WASHINGTON — House Republicans’ failure to repeal the Affordable Care Act — an issue that has animated the party caucus since its passage in 2010 — has thrown into question their ability to enact regulatory relief.
It was already an uphill battle given the various issues at play, but observers said the outlook for broad relief is even more pessimistic now.
“The inability of the GOP to unite on health care demonstrates just how fractured the party is when it comes to big issues,” said Jaret Seiberg, an analyst at Cowen Group.
The first 100 days in office for a new administration are generally seen as the most fertile for passing major legislation as it often acts as an unofficial “honeymoon” period. But President Trump’s executive orders on immigration and other hot-button topics immediately alienated Democrats, while Republicans had difficulty transitioning from a largely opposition party to one that controlled the legislative and executive branches of government.
At issue are the factions within the GOP and the difficulty of bridging the gaps between those sides while at the same time winning the necessary Democratic votes to overcome a potential filibuster.
“The challenge of satisfying the moderate and conservative elements of the Republicans in Congress” while also trying to garner Democratic support “will be a difficult dynamic for all major agenda items, including Dodd-Frank reform,” said Timothy Jenkins, a partner at Nossaman.
While financial reform might not be as politicized as health care reform, it shares some of the same elements as the health care issue that split House Republicans.
“There are conservatives who want to end ‘too big to fail,’ but raise leverage capital requirements and force the biggest banks to restructure or shrink,” Seiberg said. “There are also pro-business Republicans who believe the regulatory crackdown on the biggest banks is impeding lending and hurting the economy. There may not be a middle ground between these forces.”
Ryan Donovan, chief advocacy officer at the Credit Union National Association, noted that both the ACA and the Dodd-Frank Act passed without significant Republican support. While most GOP were united in opposing both laws, however, they still have differences in whether and how to replace them.
Some financial services lobbyists said there is a “glass-half-full” perspective, arguing that because health care reform is now off the agenda, the president’s to-do list just got shorter. That might give policymakers time to address regulatory relief sooner.
“If you looked at the priority items on the agenda, health care and tax reform alone can take up the entirety of a Congress, so the fact that at least one of them is off the table for now — all of the other items get to move up,” said James Ballentine, executive vice president at the American Bankers Association.
Still, tax reform itself is another large and complicated issue, one in which bankers will have a stake in the outcome.
Thaya Brook Knight, associate director of financial regulation studies at the Cato Institute, said that Trump has an advantage when it comes to regulatory relief — he will soon be appointing the heads of several agencies. There are already two spots open on the Federal Reserve Board, including the vice chair for banking supervision, while another is opening next month when Fed Gov. Daniel Tarullo retires. The comptroller of the currency’s term, meanwhile, is also up next week, while the head of the Federal Deposit Insurance Corp.’s term ends this fall.

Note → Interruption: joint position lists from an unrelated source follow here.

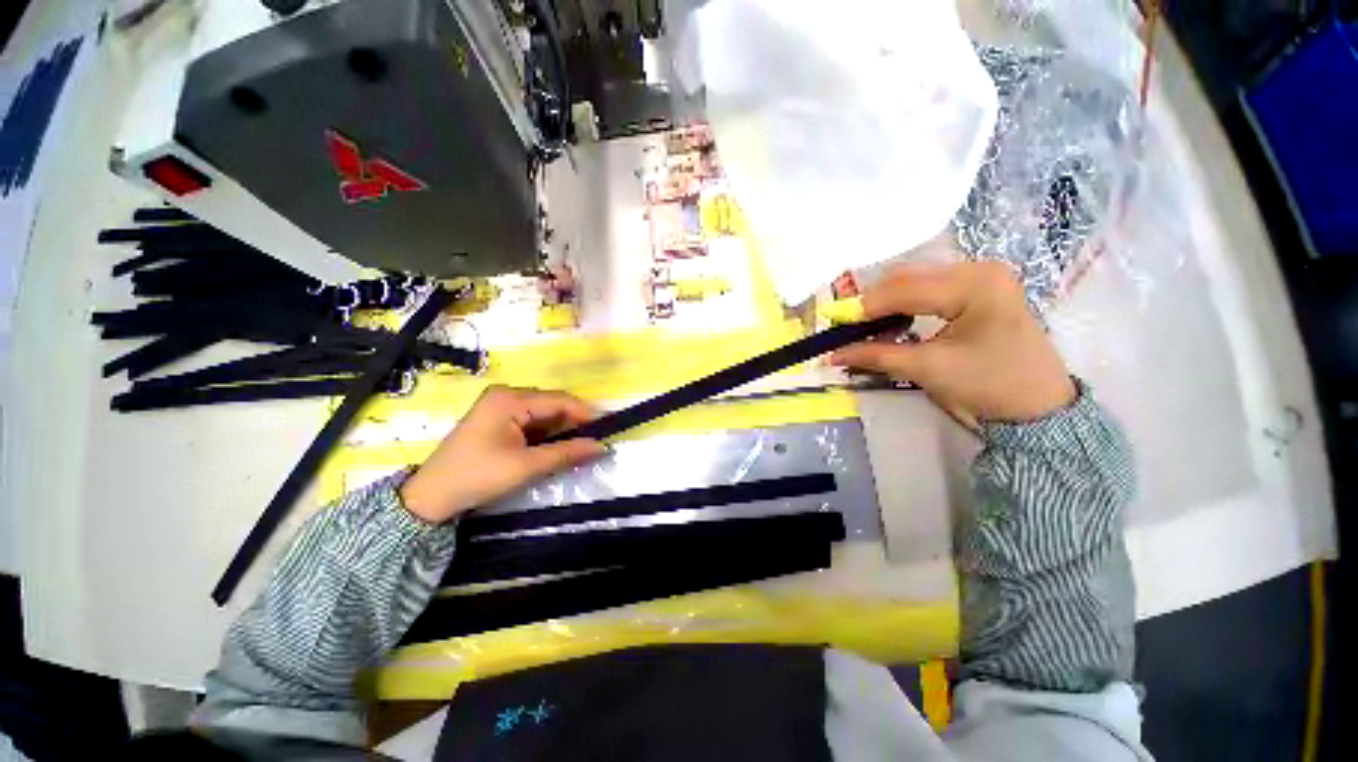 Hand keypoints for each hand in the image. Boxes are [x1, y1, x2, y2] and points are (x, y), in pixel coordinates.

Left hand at [399, 386, 606, 523]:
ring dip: (560, 429)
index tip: (606, 429)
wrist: (430, 498)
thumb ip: (567, 453)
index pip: (559, 400)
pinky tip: (554, 447)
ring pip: (543, 413)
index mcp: (510, 399)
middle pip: (552, 404)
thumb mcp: (526, 466)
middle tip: (593, 442)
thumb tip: (602, 446)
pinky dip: (545, 433)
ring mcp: (499, 406)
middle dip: (573, 423)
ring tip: (577, 447)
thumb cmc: (478, 477)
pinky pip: (531, 420)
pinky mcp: (497, 419)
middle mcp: (506, 395)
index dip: (585, 414)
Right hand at [830, 262, 1074, 422]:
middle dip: (874, 302)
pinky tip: (895, 321)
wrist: (1037, 406)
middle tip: (851, 328)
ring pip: (916, 278)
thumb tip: (833, 355)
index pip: (905, 288)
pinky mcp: (980, 287)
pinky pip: (930, 286)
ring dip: (887, 301)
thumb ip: (876, 356)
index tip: (837, 326)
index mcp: (975, 285)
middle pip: (909, 276)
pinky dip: (905, 302)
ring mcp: (982, 275)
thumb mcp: (927, 369)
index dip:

As a result, Trump will have the ability to make sweeping changes at several agencies within the next six to seven months. That might give him additional leverage, either to enact changes without legislation or boost momentum for regulatory relief in Congress.
“One of the things about Dodd-Frank — it really moved a lot of the powers to the regulators … there is more pressure that the president can put on Congress because of the power he has over the regulators,” Knight said.

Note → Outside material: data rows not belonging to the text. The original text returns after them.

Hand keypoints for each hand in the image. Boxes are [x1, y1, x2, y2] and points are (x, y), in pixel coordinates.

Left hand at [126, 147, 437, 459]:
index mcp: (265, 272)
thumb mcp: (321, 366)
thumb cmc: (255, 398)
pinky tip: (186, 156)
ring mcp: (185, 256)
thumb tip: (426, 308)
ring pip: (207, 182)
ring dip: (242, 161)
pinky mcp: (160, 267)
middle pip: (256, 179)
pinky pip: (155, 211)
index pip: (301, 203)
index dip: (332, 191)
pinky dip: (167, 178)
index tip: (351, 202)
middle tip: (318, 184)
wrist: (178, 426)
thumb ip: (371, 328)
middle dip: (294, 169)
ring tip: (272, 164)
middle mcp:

However, while the prospects for a major Dodd-Frank reform package may have become more complicated following the health care defeat, the path forward is unchanged.

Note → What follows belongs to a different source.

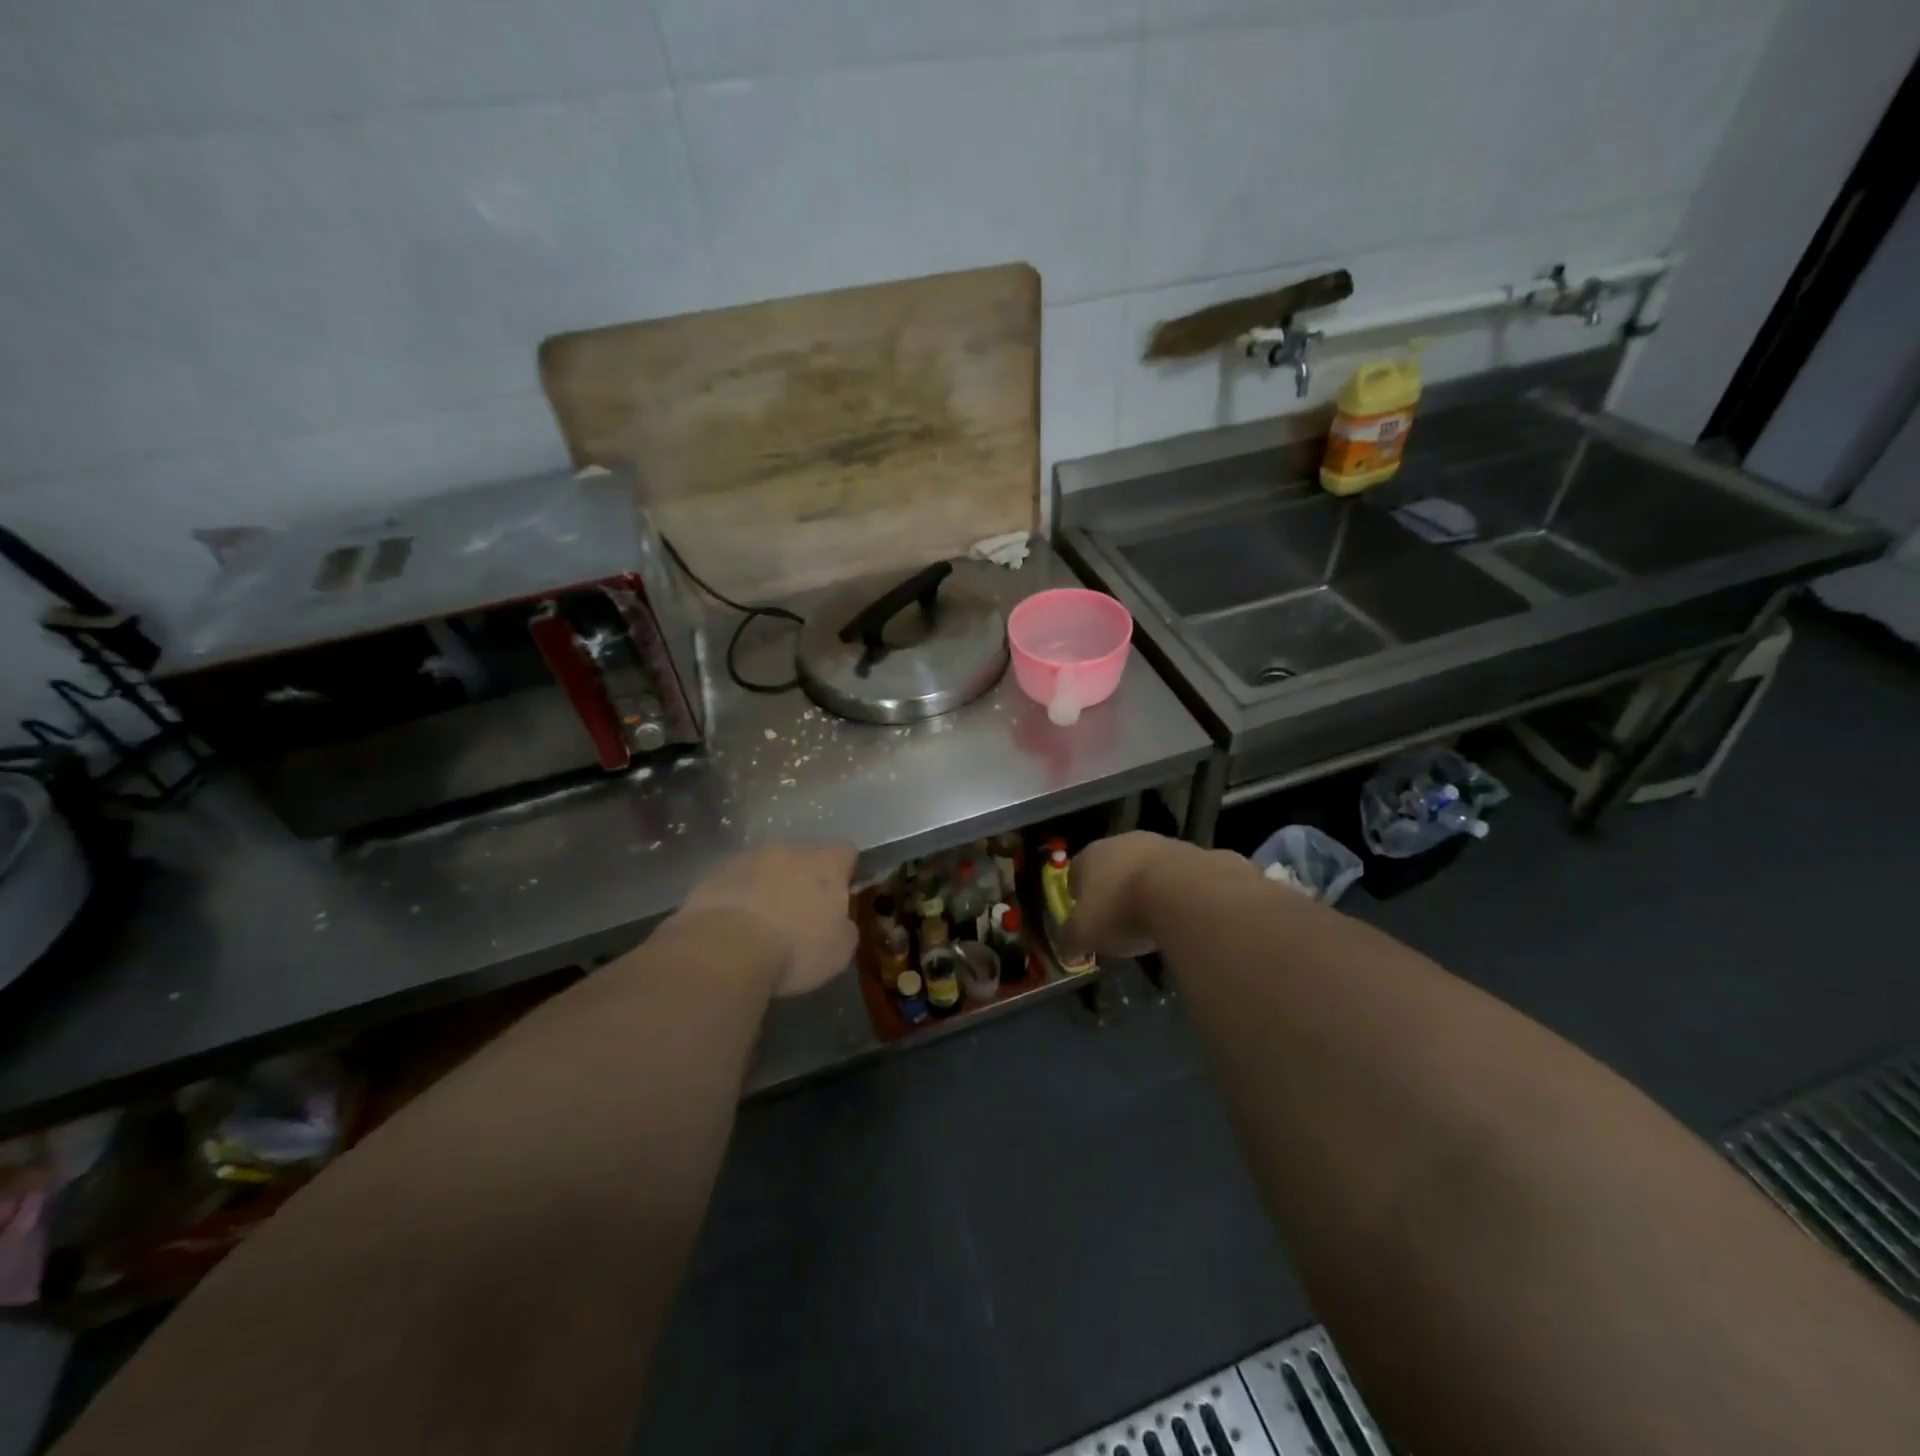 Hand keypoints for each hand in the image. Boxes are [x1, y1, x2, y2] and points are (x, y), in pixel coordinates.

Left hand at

“The House was going to be the first mover and the Senate was going to narrow the scope of relief,” said Isaac Boltansky, a policy analyst at Compass Point Research & Trading. “This dynamic remains.”
House Financial Services Committee Chairman Rep. Jeb Hensarling, R-Tex., introduced a Dodd-Frank overhaul package called the Financial Choice Act in the last Congress and is expected to reintroduce an updated version sometime soon.
“Part of what Chairman Hensarling might be doing is listening to members and getting a sense to what is possible at the House,” Donovan at the Credit Union National Association said.
The Choice Act may have favorable odds in the House, but it has little chance in the Senate, where it would need Democratic support to overcome a filibuster. Republicans have suggested that they could use the budget reconciliation process to restructure the CFPB, but some of those changes may prove to be too drastic for their own caucus.
“We will end up with a narrow Dodd-Frank bill that focuses mostly on regulatory relief for small banks. It will be the lowest common denominator that can pick up 60 votes,” Seiberg said.
Boltansky also suggested that “a broad regulatory relief package may prove too cumbersome to move through Congress this year” and that the industry will rely on attaching key pieces of legislation to budget bills.